The **no survivors** model is also useful in another respect; it provides us with an indication as to whether the data is imbalanced or not. If the data were perfectly 'balanced' we would have as many survivors as those who did not survive, and the [accuracy score](https://scikit-learn.org/stable/modules/generated/sklearn.metrics.accuracy_score.html) would be `50%`. However, for highly imbalanced datasets then the accuracy score evaluation metric can be misleading. For example, imagine a scenario in which only 42 passengers in the test data survived, then the **no survivors** model would have an accuracy score of `90%` before we even start modelling. Clearly in such a situation the accuracy score is no longer fit for purpose and an alternative must be found.

In such a case we can use the scikit-learn [balanced_accuracy_score](https://scikit-learn.org/stable/modules/generated/sklearn.metrics.balanced_accuracy_score.html), which is calculated using 

$$\texttt{balanced-accuracy} = \frac{1}{2}\left( \frac{TP}{TP + FN} + \frac{TN}{TN + FP}\right )$$

i.e. the arithmetic mean of sensitivity (true positive rate) and specificity (true negative rate). 

For example:

In [4]:
from sklearn.metrics import balanced_accuracy_score
print("The balanced accuracy score is %.5f" % balanced_accuracy_score( solution['Survived'] , predictions ) )

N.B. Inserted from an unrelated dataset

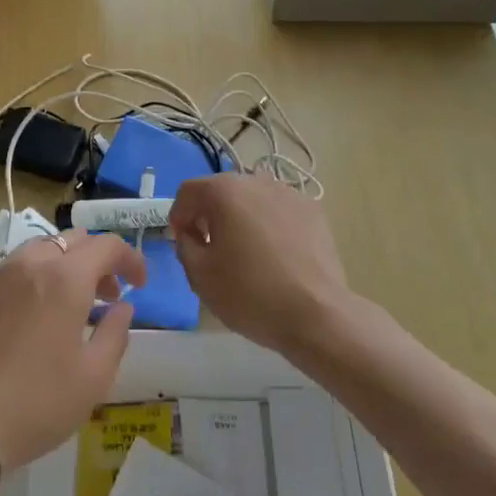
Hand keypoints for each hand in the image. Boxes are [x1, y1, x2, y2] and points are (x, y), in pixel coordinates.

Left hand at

The balanced accuracy score is 0.50000


we can see that any imbalance has now been compensated for. That said, in this case `62%` isn't too bad, so we shall continue using the standard accuracy score metric.
# 76.6%

### Only the women survived
This is essentially the `gender_submission.csv` file that comes free with the competition.

In [5]:
predictions = np.zeros((418), dtype=int)
# now use our model
survived_df = X_test[(X_test["Sex_female"]==1)]

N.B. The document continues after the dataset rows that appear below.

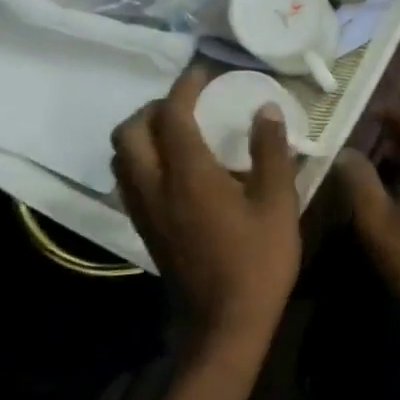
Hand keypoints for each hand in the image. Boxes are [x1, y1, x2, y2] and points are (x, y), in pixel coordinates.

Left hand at [113, 66, 300, 347]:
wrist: (224, 325)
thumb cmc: (259, 262)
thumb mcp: (278, 204)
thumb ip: (270, 152)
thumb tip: (267, 109)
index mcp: (189, 175)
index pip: (173, 115)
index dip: (185, 88)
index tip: (204, 74)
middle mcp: (155, 186)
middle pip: (130, 132)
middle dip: (153, 108)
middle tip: (186, 103)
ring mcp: (144, 210)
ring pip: (121, 157)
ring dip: (141, 133)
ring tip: (176, 130)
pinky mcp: (144, 229)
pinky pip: (128, 180)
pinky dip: (141, 158)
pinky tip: (174, 168)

for i in survived_df.index:
    predictions[i] = 1 # the 1's are now the survivors
    
print("The score is %.5f" % accuracy_score( solution['Survived'] , predictions ) )

The score is 0.76555


# 77.5%
### Only women from 1st and 2nd class survive:

In [6]:
predictions = np.zeros((418), dtype=int)
# now use our model
survived_df = X_test[((X_test["Pclass"] ==1)|(X_test["Pclass"] ==2)) & (X_test["Sex_female"]==1 )]

for i in survived_df.index:
    predictions[i] = 1 # the 1's are now the survivors
    
print("The score is %.5f" % accuracy_score( solution['Survived'] , predictions ) )

The score is 0.77512


### Only women from who embarked in either Cherbourg or Southampton survive:

In [7]:
predictions = np.zeros((418), dtype=int)
# now use our model
survived_df = X_test[((X_test["Embarked_S"] ==1)|(X_test["Embarked_C"] ==1)) & (X_test["Sex_female"]==1 )]

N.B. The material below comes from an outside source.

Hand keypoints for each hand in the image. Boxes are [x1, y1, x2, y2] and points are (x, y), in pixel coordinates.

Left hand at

for i in survived_df.index:
    predictions[i] = 1 # the 1's are now the survivors
    
print("The score is %.5f" % accuracy_score( solution['Survived'] , predictions ) )

The score is 0.77512


# 78.5%
This masterpiece is from the wonderful notebook ["Three lines of code for Titanic Top 20%"](https://www.kaggle.com/vbmokin/three-lines-of-code-for-titanic-top-20) written by kaggle Master [Vitalii Mokin](https://www.kaggle.com/vbmokin). His model is the following:

* **All the women survived, and all the men died**
* **All boys ('Master') from 1st and 2nd class survived**
* **Everybody in 3rd class that embarked at Southampton ('S') died.**

I shall make a copy of the `test_data` dataframe to maintain the original code as it is in his notebook, as well as preserving `test_data` for future small and simple models:


In [8]:
test = test_data

In [9]:
test['Boy'] = (test.Name.str.split().str[1] == 'Master.').astype('int')
test['Survived'] = [1 if (x == 'female') else 0 for x in test['Sex']]     
test.loc[(test.Boy == 1), 'Survived'] = 1                                 
test.loc[((test.Pclass == 3) & (test.Embarked == 'S')), 'Survived'] = 0

In [10]:
predictions = test['Survived']
print("The score is %.5f" % accuracy_score( solution['Survived'] , predictions ) )

The score is 0.78469


# How to create a submission.csv
If you wish to submit any of these predictions to the competition simply use this snippet of code to output a `submission.csv` file:

In [11]:
output = pd.DataFrame({'PassengerId': test_data.PassengerId, 'Survived': predictions})
output.to_csv('submission.csv', index=False)

## Please feel free to mention more KISS models to add!